In what is shaping up to be the mother of all Supreme Court nomination battles, Justice Kavanaugh has been busy doing rehearsals for his appearance and reportedly getting angered at bare-knuckled questioning. This was even before the latest lurid accusation, it being the charge by Deborah Ramirez that he flashed her while he was a freshman at Yale University.

The cherubic 53-year-old Justice Kavanaugh, a community do-gooder with a whistle-clean reputation until recently, looked to be in the advantageous position to get confirmed to the highest court a few days ago. That has changed.

Although there is no corroboration for the Ramirez charge, it feeds more doubts about him. Meanwhile, Michael Avenatti, the publicity-seeking attorney for adult-film star Stormy Daniels, says more is to come. He claims he has a client about to make another allegation against Justice Kavanaugh.

Public opinion, which senators are watching closely, has turned against Justice Kavanaugh. Even in a Fox News poll, the majority of Americans, though certainly not Republicans, say he should not be confirmed.

The stakes are enormous not only for the Supreme Court, which may or may not come out of this with a right-tilted ideological bias for a long time to come. It also will surely have significant bearing on the November midterm elections. The country’s left-right schism is already stark. This case threatens to take it to a new level. If Justice Kavanaugh is not confirmed, U.S. President Donald Trump’s base will be at the point of taking to the streets. If confirmed, the other side will be outraged.

To the judicial and political stakes, add cultural. The case is central to the #MeToo movement. It will be emphatically empowered with a defeat of Justice Kavanaugh, weakened with a confirmation.
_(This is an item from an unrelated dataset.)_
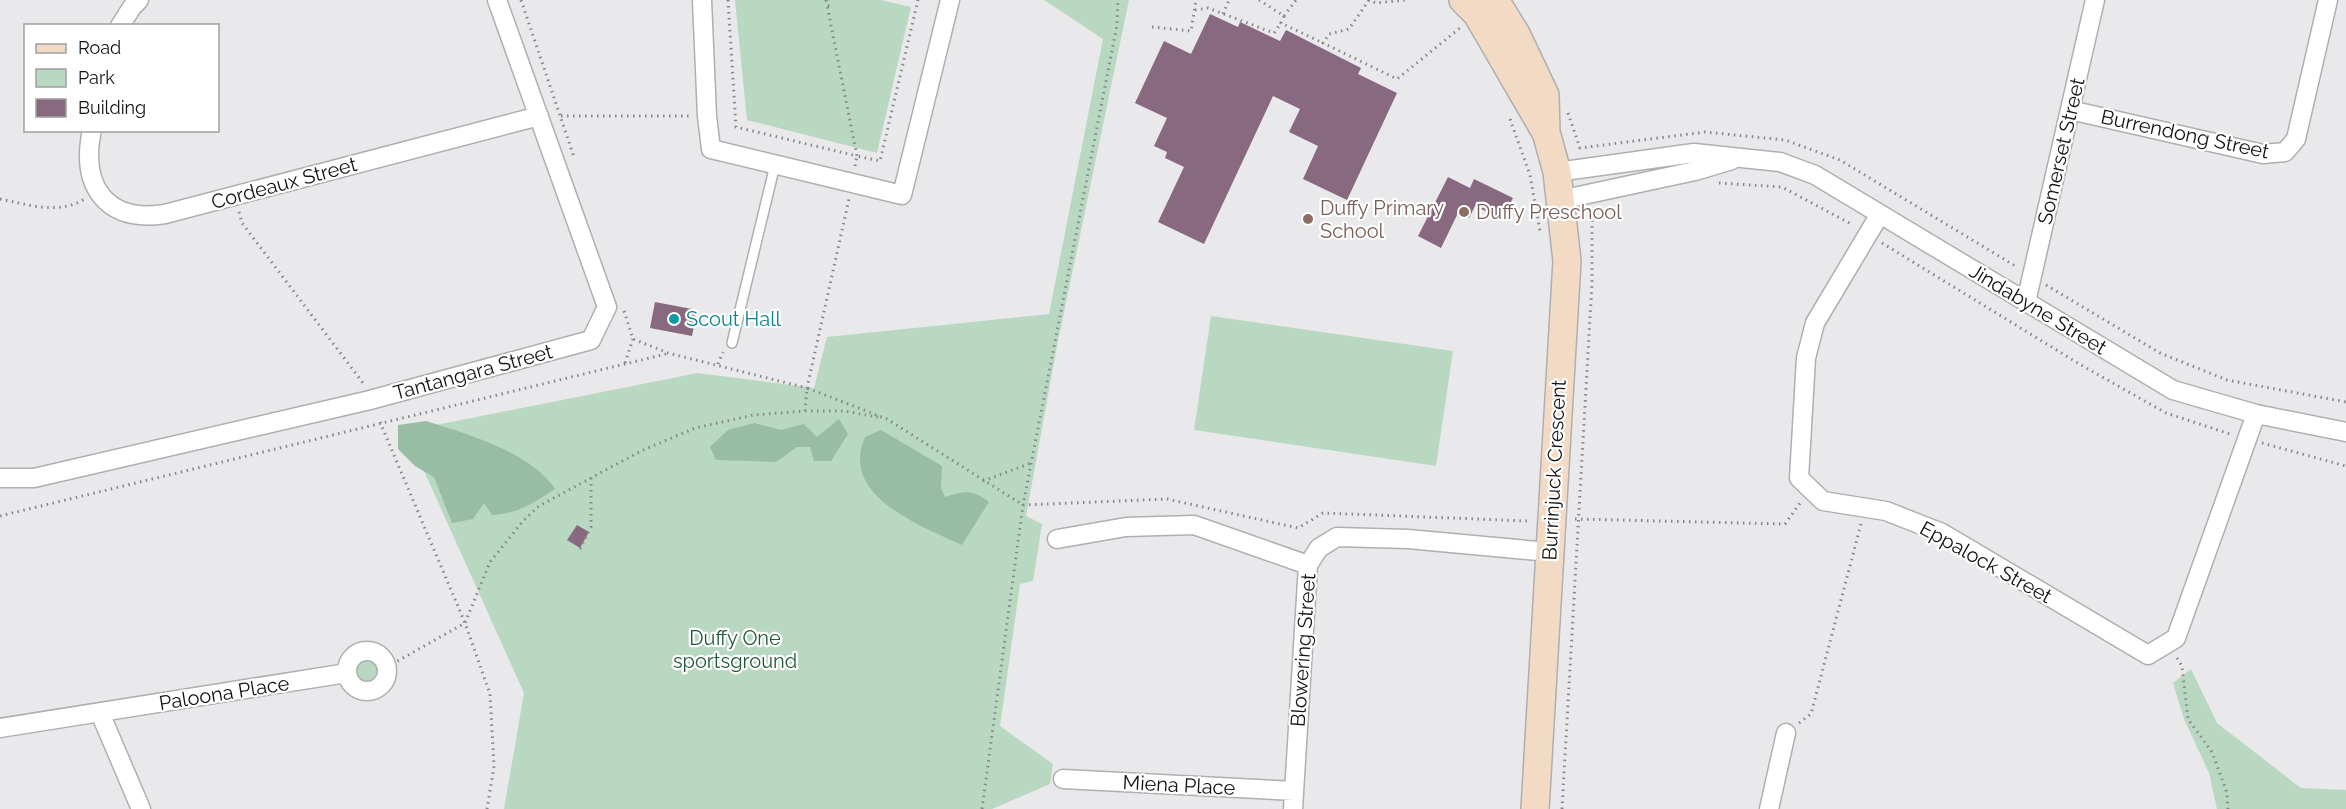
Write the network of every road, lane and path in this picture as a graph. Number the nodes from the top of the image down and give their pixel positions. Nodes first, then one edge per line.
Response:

Given the atmosphere of the times, Justice Kavanaugh cannot expect a repeat of the hearings of 1991, when court nominee Clarence Thomas faced sexual-harassment charges form Anita Hill. The Senate judiciary committee is stacked with white males, as it was back then. But they will likely be less aggressive in their questioning of Prof. Blasey Ford than Ms. Hill. The Republicans have a gender problem. With their obsolete attitudes, they trail badly among women voters. They cannot be seen to be hostile toward Prof. Blasey Ford.

But they may not have to be. Given the glaring intensity of the moment, given her inexperience as compared with Justice Kavanaugh in a public forum, she could wilt under the pressure.

With White House and Republican Party support, Justice Kavanaugh is claiming “grotesque and obvious character assassination.” But the Republicans won’t hold a substantive hearing to try and prove it. They won’t allow for a brief FBI investigation, not even now that there is more than one charge. They won’t allow Mark Judge, who was in the room with Justice Kavanugh when the alleged sexual aggression took place, to be called to testify. They want the hearing rushed and over with.

Although the case for Prof. Blasey Ford appears to have picked up momentum over the past few days, the Ramirez allegation, based on such thin evidence, could backfire and help Justice Kavanaugh’s cause. While admitting there were holes in her story, the New Yorker magazine decided to run it anyway, touching off more rage on the right that it’s a political hit job. It means that, in this inquiry, journalism is under the gun as well.

Trump spokeswoman Kellyanne Conway, inverting a phrase once used by Hillary Clinton, calls the case against Justice Kavanaugh, “a vast left-wing conspiracy.”

One thing is clear. One person is lying, the other isn’t. But don’t count on the Senate hearing to determine beyond a reasonable doubt the real culprit. In the tribally divided United States, the upshot will not be closure on this case. It will be more rancor, malice and division.